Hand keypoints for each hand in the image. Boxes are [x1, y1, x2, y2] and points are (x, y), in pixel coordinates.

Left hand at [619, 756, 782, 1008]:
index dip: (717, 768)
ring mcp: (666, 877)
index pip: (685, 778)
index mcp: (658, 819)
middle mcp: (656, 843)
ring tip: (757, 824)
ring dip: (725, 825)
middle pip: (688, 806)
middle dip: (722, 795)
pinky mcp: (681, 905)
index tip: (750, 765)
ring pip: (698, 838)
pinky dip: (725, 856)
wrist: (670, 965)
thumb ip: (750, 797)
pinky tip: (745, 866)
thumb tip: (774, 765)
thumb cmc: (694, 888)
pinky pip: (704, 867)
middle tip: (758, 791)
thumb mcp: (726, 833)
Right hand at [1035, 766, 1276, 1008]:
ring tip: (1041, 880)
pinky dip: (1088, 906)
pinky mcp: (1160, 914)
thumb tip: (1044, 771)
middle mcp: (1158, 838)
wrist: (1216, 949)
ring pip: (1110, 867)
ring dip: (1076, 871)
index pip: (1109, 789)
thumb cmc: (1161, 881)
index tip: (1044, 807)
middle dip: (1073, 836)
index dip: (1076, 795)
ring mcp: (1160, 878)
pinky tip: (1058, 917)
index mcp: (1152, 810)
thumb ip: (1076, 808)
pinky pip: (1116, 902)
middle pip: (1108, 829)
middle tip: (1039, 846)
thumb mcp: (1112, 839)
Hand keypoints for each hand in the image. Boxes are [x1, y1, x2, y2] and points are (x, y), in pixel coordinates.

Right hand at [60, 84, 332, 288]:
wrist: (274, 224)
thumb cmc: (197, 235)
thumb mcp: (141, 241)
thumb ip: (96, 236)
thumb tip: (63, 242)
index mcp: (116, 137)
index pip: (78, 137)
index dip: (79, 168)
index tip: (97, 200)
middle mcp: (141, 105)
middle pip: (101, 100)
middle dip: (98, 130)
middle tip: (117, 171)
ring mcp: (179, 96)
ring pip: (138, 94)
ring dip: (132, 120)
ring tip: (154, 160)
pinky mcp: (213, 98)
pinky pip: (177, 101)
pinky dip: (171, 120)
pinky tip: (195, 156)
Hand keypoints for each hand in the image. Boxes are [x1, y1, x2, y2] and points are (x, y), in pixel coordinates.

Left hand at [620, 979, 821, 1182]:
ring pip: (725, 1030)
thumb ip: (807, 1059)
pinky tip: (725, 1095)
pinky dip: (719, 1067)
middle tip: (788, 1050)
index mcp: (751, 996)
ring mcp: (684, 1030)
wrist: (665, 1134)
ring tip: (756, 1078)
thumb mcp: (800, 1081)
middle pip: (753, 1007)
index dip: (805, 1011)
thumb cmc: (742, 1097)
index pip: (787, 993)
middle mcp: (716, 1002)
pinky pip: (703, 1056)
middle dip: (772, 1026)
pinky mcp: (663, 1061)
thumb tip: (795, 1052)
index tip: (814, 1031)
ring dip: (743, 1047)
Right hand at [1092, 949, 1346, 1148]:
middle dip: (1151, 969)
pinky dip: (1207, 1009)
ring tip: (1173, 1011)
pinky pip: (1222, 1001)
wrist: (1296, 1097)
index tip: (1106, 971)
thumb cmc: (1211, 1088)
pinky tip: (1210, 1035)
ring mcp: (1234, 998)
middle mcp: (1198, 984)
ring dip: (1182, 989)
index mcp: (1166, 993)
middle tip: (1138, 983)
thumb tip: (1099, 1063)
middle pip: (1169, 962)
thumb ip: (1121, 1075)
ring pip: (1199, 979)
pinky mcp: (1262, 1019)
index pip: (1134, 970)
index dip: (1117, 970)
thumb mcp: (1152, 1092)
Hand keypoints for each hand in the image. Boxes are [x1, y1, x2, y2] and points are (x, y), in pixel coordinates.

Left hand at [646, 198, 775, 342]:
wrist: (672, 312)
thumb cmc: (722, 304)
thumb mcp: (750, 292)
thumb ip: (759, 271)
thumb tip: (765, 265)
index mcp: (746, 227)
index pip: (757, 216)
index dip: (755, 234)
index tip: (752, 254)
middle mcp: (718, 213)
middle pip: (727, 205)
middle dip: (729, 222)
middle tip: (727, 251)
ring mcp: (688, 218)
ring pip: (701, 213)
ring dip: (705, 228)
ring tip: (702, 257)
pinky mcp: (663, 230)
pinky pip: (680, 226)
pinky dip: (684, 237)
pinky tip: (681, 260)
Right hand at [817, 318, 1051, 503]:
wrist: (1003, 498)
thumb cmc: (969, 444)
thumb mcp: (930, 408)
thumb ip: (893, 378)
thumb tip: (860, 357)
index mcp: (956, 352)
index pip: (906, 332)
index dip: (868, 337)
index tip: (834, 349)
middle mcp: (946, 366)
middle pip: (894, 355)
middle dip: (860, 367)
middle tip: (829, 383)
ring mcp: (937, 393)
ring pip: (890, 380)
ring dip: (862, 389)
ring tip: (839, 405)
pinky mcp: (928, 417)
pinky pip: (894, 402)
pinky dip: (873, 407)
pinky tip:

---*---

• What the task requires: Beginning with the line containing "middle mcp: (1158, 838)" in the material above, copy every line exactly until you have copied the line containing "wrist: (274, 224)".

• Task answer:
middle mcp: (1158, 838)
wrist: (1216, 949)
ring pip: (1110, 867)
ring dip: (1076, 871)
index pip: (1109, 789)
thumb cmc: (1161, 881)
index tip: (1044, 807)
middle dip: (1073, 836)
index dip: (1076, 795)
ring mcp: (1160, 878)
pinky tip: (1058, 917)
index mcp: (1152, 810)
thumb ip: (1076, 808)
pinky pip: (1116, 902)
middle pip: (1108, 829)
middle tip: (1039, 846)
thumb mcp: (1112, 839)
Hand keypoints for each hand in the image. Boxes are [x1, y1, x2, y2] and points are (x, y), in pixel coordinates.

Right hand at [60, 84, 332, 288]:
wrist: (274, 224)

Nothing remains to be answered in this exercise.